(Saved entries)
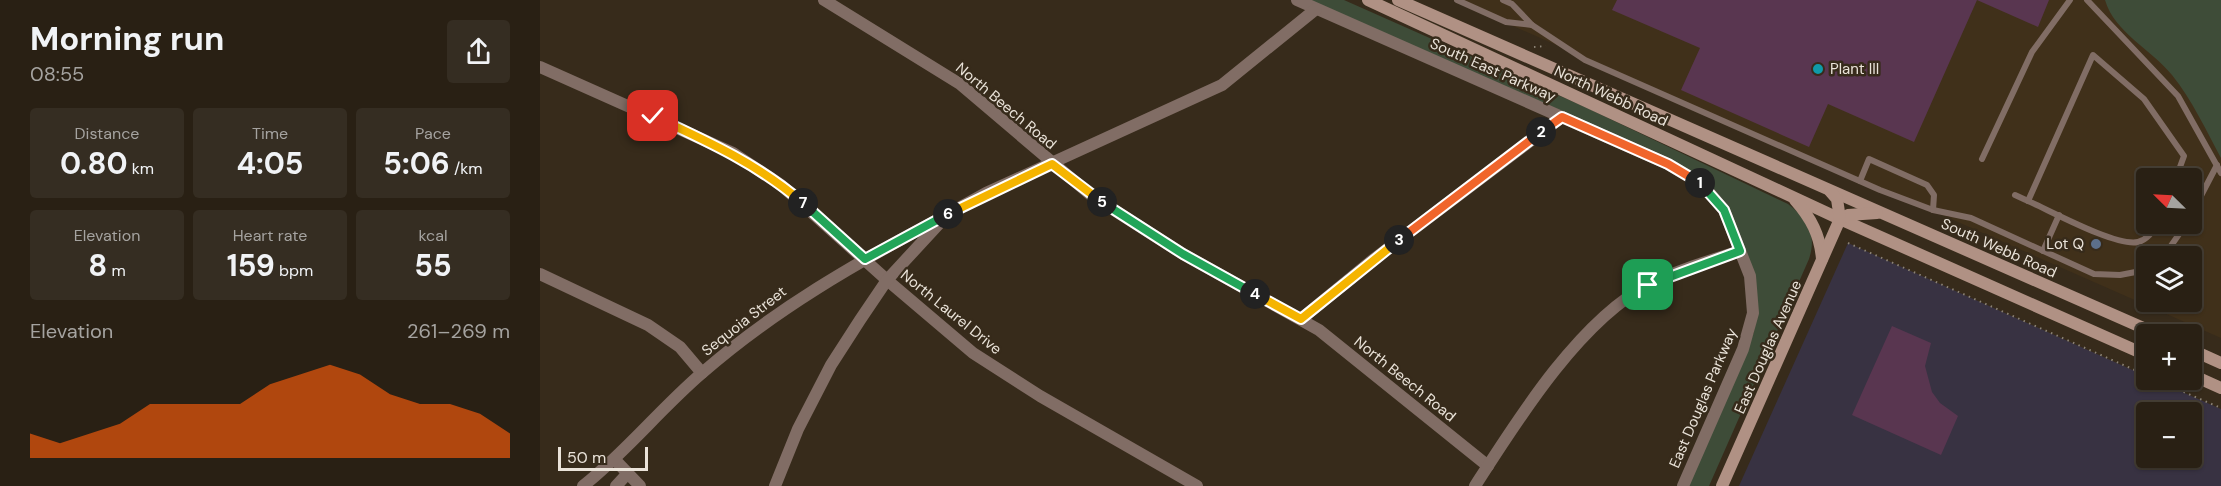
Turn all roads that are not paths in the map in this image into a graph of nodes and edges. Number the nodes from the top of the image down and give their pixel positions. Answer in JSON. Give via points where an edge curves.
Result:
{"nodes":[{"id":1,"x":824,"y":0,"type":"edge"},
{"id":2,"x":1297,"y":0,"type":"edge"},
{"id":3,"x":1368,"y":0,"type":"edge"},
{"id":4,"x":1398,"y":0,"type":"edge"},
{"id":5,"x":1457,"y":0,"type":"edge"},
{"id":6,"x":1503,"y":0,"type":"edge"},
{"id":7,"x":2070,"y":0,"type":"edge"},
{"id":8,"x":2087,"y":0,"type":"edge"},
{"id":9,"x":1473,"y":3,"type":"edge"},
{"id":10,"x":1316,"y":9,"type":"junction"},
{"id":11,"x":1532,"y":25,"type":"junction"},
{"id":12,"x":540,"y":67,"type":"edge"},
{"id":13,"x":1562,"y":117,"type":"junction"},
{"id":14,"x":1982,"y":159,"type":"dead end"},
{"id":15,"x":1052,"y":164,"type":"junction"},
{"id":16,"x":2217,"y":165,"type":"junction"},
{"id":17,"x":2180,"y":168,"type":"edge"},
{"id":18,"x":2221,"y":173,"type":"edge"},
{"id":19,"x":1860,"y":181,"type":"junction"},
{"id":20,"x":1829,"y":190,"type":"junction"},
{"id":21,"x":2202,"y":194,"type":"edge"},
{"id":22,"x":2015,"y":195,"type":"dead end"},
{"id":23,"x":1792,"y":197,"type":"junction"},
{"id":24,"x":2028,"y":201,"type":"junction"},
{"id":25,"x":1933,"y":210,"type":"junction"},
{"id":26,"x":1881,"y":213,"type":"junction"},
{"id":27,"x":948,"y":214,"type":"junction"},
{"id":28,"x":2059,"y":215,"type":"junction"},
{"id":29,"x":1840,"y":219,"type":"junction"},
{"id":30,"x":2151,"y":234,"type":"edge"},
{"id":31,"x":1740,"y":251,"type":"junction"},
{"id":32,"x":2043,"y":251,"type":"junction"},
{"id":33,"x":865,"y":259,"type":"junction"},
{"id":34,"x":1822,"y":262,"type":"junction"},
{"id":35,"x":2136,"y":272,"type":"edge"},
{"id":36,"x":540,"y":274,"type":"edge"},
{"id":37,"x":887,"y":280,"type":"junction"},
{"id":38,"x":1301,"y":319,"type":"junction"},
{"id":39,"x":2136,"y":325,"type":"edge"},
{"id":40,"x":2136,"y":351,"type":"edge"},
{"id":41,"x":2202,"y":354,"type":"edge"},
{"id":42,"x":2221,"y":363,"type":"edge"},
{"id":43,"x":702,"y":373,"type":"junction"},
{"id":44,"x":2202,"y":379,"type":"edge"},
{"id":45,"x":2221,"y":388,"type":"edge"},
{"id":46,"x":615,"y":460,"type":"junction"},
{"id":47,"x":1488,"y":466,"type":"junction"},
{"id":48,"x":628,"y":473,"type":"junction"},
{"id":49,"x":583,"y":486,"type":"edge"},
{"id":50,"x":616,"y":486,"type":"edge"},
{"id":51,"x":640,"y":486,"type":"edge"},
{"id":52,"x":775,"y":486,"type":"edge"},
{"id":53,"x":1197,"y":486,"type":"edge"},
{"id":54,"x":1475,"y":486,"type":"edge"},
{"id":55,"x":1683,"y":486,"type":"edge"},
{"id":56,"x":1722,"y":486,"type":"edge"}],
"edges":[{"from":1,"to":15,"type":"street","name":"North Beech Road","via":[[960,84]]},
{"from":2,"to":10,"type":"street","name":"South East Parkway"},
{"from":3,"to":23,"type":"main road","name":"North Webb Road"},
{"from":4,"to":20,"type":"main road","name":"North Webb Road"},
{"from":5,"to":9,"type":"lane"},
{"from":6,"to":11,"type":"lane"},
{"from":7,"to":14,"type":"lane","via":[[2032,52]]},
{"from":8,"to":16,"type":"lane","via":[[2178,96]]},
{"from":9,"to":11,"type":"lane","via":[[1506,22]]},
{"from":10,"to":13,"type":"street","name":"South East Parkway"},
{"from":10,"to":15,"type":"street","name":"Sequoia Street","via":[[1222,85]]},
{"from":11,"to":19,"type":"lane","via":[[1585,60]]},
{"from":12,"to":33,"type":"street","name":"North Laurel Drive","via":[[733,153],[781,185]]},
{"from":13,"to":31,"type":"street","name":"South East Parkway","via":[[1668,164],[1703,185],[1724,210]]},
{"from":13,"to":38,"type":"street"},
{"from":15,"to":27,"type":"street","name":"Sequoia Street"},
{"from":15,"to":38,"type":"street","name":"North Beech Road","via":[[1092,196],[1183,254]]},
{"from":16,"to":18,"type":"lane"},
{"from":16,"to":21,"type":"lane"},
{"from":17,"to":24,"type":"lane","via":[[2184,156],[2144,99],[2092,55]]},
{"from":19,"to":25,"type":"lane"},
{"from":19,"to":25,"type":"lane","via":[[1869,159],[1927,185],[1934,195]]},
{"from":20,"to":26,"type":"main road","name":"South Webb Road"},
{"from":20,"to":29,"type":"main road","via":[[1837,199]]},
{"from":22,"to":24,"type":"lane"},
{"from":23,"to":29,"type":"main road","name":"North Webb Road"},
{"from":23,"to":34,"type":"main road","via":[[1812,221]]},
{"from":24,"to":28,"type":"lane"},
{"from":25,"to":32,"type":"lane","via":[[1971,218]]},
{"from":26,"to":29,"type":"main road"},
{"from":26,"to":39,"type":"main road","name":"South Webb Road"},
{"from":27,"to":33,"type":"street","name":"Sequoia Street"},
{"from":27,"to":37,"type":"street","name":"Sequoia Street"},
{"from":28,"to":30,"type":"lane","via":[[2120,242],[2139,242]]},
{"from":28,"to":32,"type":"lane"},
{"from":29,"to":34,"type":"main road","name":"East Douglas Avenue"},
{"from":29,"to":40,"type":"main road"},
{"from":31,"to":47,"type":"street","via":[[1648,285],[1607,315],[1573,348]]},
{"from":31,"to":55,"type":"street","name":"East Douglas Parkway","via":[[1750,276],[1753,313],[1743,348]]},
{"from":32,"to":35,"type":"lane","via":[[2094,274]]},
{"from":33,"to":37,"type":"street","name":"North Laurel Drive"},
{"from":33,"to":43,"type":"street","name":"Sequoia Street","via":[[803,295]]},
{"from":34,"to":56,"type":"main road","name":"East Douglas Avenue"},
{"from":36,"to":43,"type":"street","via":[[648,325],[680,347]]},
{"from":37,"to":52,"type":"street","name":"Sequoia Street","via":[[831,365],[798,429]]},
{"from":37,"to":53,"type":"street","name":"North Laurel Drive","via":[[973,353]]},
{"from":38,"to":47,"type":"street","name":"North Beech Road","via":[[1384,380]]},
{"from":41,"to":42,"type":"main road"},
{"from":43,"to":46,"type":"street","name":"Sequoia Street"},
{"from":44,"to":45,"type":"main road"},
{"from":46,"to":48,"type":"street"},
{"from":46,"to":49,"type":"street","name":"Sequoia Street"},
{"from":47,"to":54,"type":"street"},
{"from":48,"to":50,"type":"street"},
{"from":48,"to":51,"type":"street"}]}
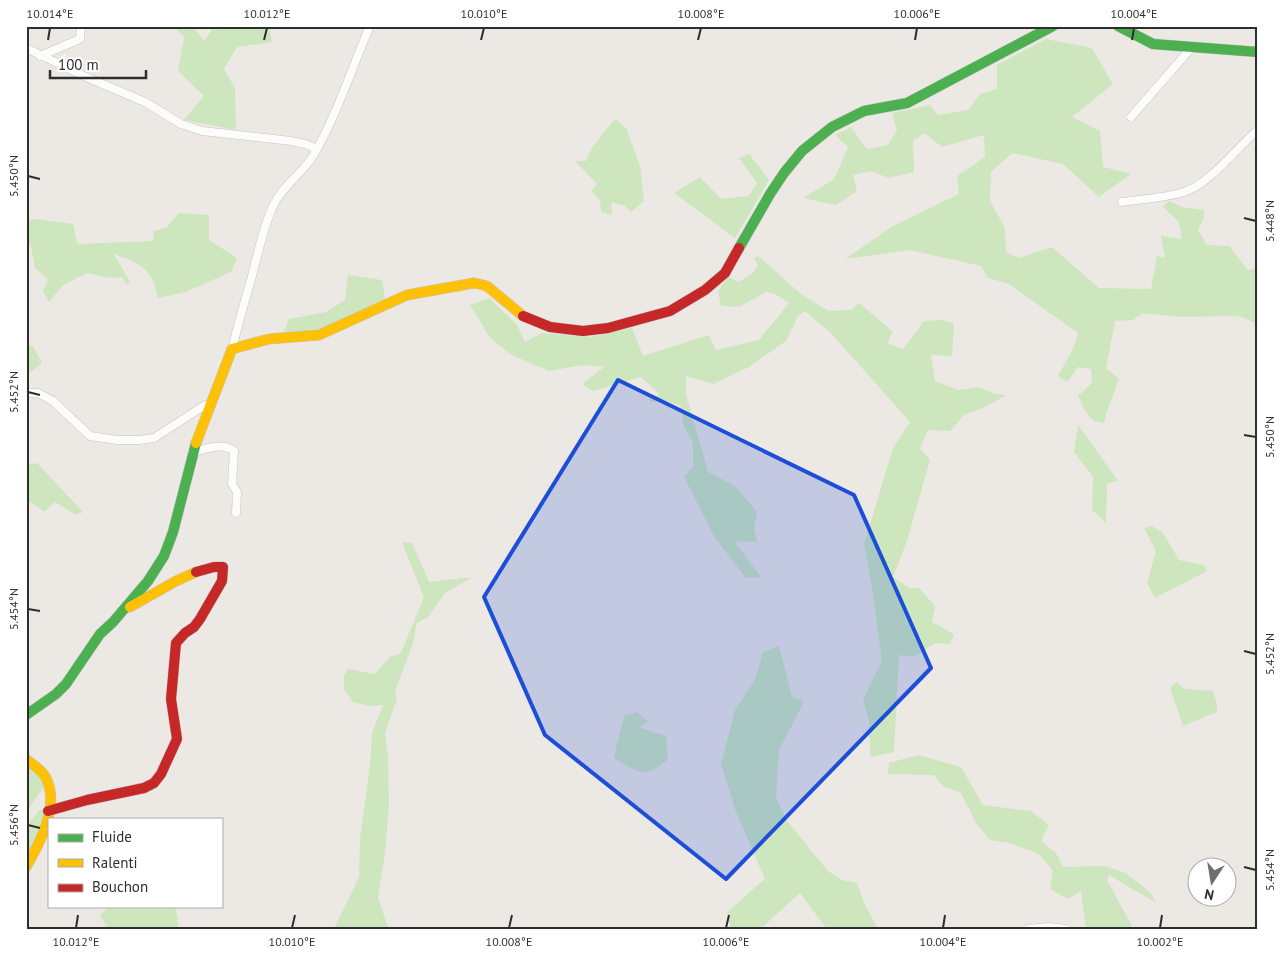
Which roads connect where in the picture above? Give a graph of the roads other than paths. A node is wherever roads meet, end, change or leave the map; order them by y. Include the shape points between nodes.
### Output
1 (81, 26) edge
2 (370, 26) edge
3 (1053, 26) edge
4 (1118, 26) edge
5 (1192, 47) junction
6 (26, 48) edge
7 (1258, 52) edge
8 (40, 56) junction
9 (1131, 117) dead end
10 (1258, 130) edge
11 (317, 150) junction
12 (1122, 202) dead end
13 (232, 350) junction
14 (26, 393) edge
15 (210, 405) junction
16 (192, 454) junction
17 (236, 513) dead end
18 (121, 611) junction
19 (26, 715) edge
20 (26, 759) edge
21 (48, 811) junction
22 (26, 867) edge
23 (1028, 929) edge
24 (1066, 929) edge

1 - 8 street via 80,39
2 - 11 street
3 - 13 street via 907,102 864,111 832,127 802,151 784,173 725,273 705,290 670,311 608,328 570,330 526,318 487,286 474,283 407,295 319,335 269,340
4 - 5 street via 1153,44
5 - 7 street
5 - 9 street
6 - 8 street
8 - 11 street via 145,102 188,127 298,142
10 - 12 street via 1200,184 1184,192
11 - 13 street via 290,180 273,206
13 - 15 street
14 - 15 street via 38,393 53,401 90,436 117,440 154,438
15 - 16 street
16 - 17 street via 217,446 234,452 232,484 237,492
16 - 18 street via 168,548 148,581
18 - 19 street via 100,634 66,684
18 - 21 street via 178,580 222,567 220,587 194,626 176,643 171,699 177,739 161,774 144,788
20 - 21 street via 46,778 50,797
21 - 22 street via 36,850
23 - 24 street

**Aim of the exercise**. Read the entries and show each line that mentions "Drive".

**Reply**.
{"from":12,"to":33,"type":"street","name":"North Laurel Drive","via":[[733,153],[781,185]]},
{"from":33,"to":37,"type":"street","name":"North Laurel Drive"},
{"from":37,"to":53,"type":"street","name":"North Laurel Drive","via":[[973,353]]},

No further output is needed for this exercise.